Bu uğurda canımızı vereceğiz ama vatanımızı düşman kuvvetlerine teslim etmeyeceğiz.
***
Biran düşünüyorsunuz.
Dünyada yer alan sayısız ülkeler halkı arasında bu denli vatanına gönülden bağlı olanlar,
Ölümü hiçe sayarak, cepheden cepheye atılanlar var mıdır?
Kuşkusuz, onca ülkeler vatandaşları arasında sağduyu yaklaşımı içerisinde olanlar vardır.
Ne de olsa vatanları ve vatanın selameti söz konusudur.
Ancak…
Bu noktada bir realite var ki yadsınamaz ve de aksi iddia edilemezdi.
Dünyada hiçbir ülke halkı yoktur ki Türkler kadar vatanına gönülden bağlı olsunlar.
Vatanın selameti, halkın hür ve bağımsız yaşaması adına ölümü hiçe saysınlar.
Elbette belirttiğim gibi aynı yaklaşım içerisinde olanlar yok değildir.
Ne var ki, bunların sayıları parmakla gösterilecek kadar azdır.
Buna karşın bir ülke ve ülkenin vatandaşları var ki, tarih boyunca yurdunun selameti yanında, hür ve bağımsız yaşamak için ölümü göze almaktan zerrece tereddüt etmemişlerdir.
Tarihi kayıtlar aynısıyla vaki olduğuna göre başkaca yaklaşımlar, haksızlık etmekten başkası olamazdı.
***
Belirttiğim gibi halkımız için, vatan ve vatanın selameti söz konusu olduğunda, akan sular dururdu.

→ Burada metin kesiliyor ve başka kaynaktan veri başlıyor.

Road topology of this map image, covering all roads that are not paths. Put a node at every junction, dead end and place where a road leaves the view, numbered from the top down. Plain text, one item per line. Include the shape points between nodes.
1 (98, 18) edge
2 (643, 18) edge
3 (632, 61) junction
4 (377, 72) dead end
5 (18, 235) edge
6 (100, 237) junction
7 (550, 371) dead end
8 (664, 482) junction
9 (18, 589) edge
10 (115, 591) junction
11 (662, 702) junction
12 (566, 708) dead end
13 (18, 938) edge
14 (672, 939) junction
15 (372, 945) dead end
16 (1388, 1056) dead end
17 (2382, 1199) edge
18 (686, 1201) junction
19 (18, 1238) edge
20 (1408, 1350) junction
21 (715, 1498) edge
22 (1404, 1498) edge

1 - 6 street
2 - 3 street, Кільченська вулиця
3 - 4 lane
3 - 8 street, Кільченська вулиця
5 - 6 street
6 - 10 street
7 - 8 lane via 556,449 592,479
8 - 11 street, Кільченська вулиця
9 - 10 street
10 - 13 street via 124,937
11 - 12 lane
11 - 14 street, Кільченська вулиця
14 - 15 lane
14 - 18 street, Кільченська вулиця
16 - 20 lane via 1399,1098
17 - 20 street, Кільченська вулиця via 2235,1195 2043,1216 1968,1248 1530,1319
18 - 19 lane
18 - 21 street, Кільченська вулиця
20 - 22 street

Geçmişten günümüze gözlenen tablo aynısıyla vaki olduğuna göre, farklı yaklaşımlar içerisinde olunamazdı.
Sonuçta, Hür ve Bağımsız Yaşamanın Sembolü olan Cumhuriyetin, bayram niteliğinde bir takım etkinliklerle kutlanmaya başladığının göstergesi, bayram öncesinde gözlenen SEVGİ SELİ bağlamındaki coşkuydu.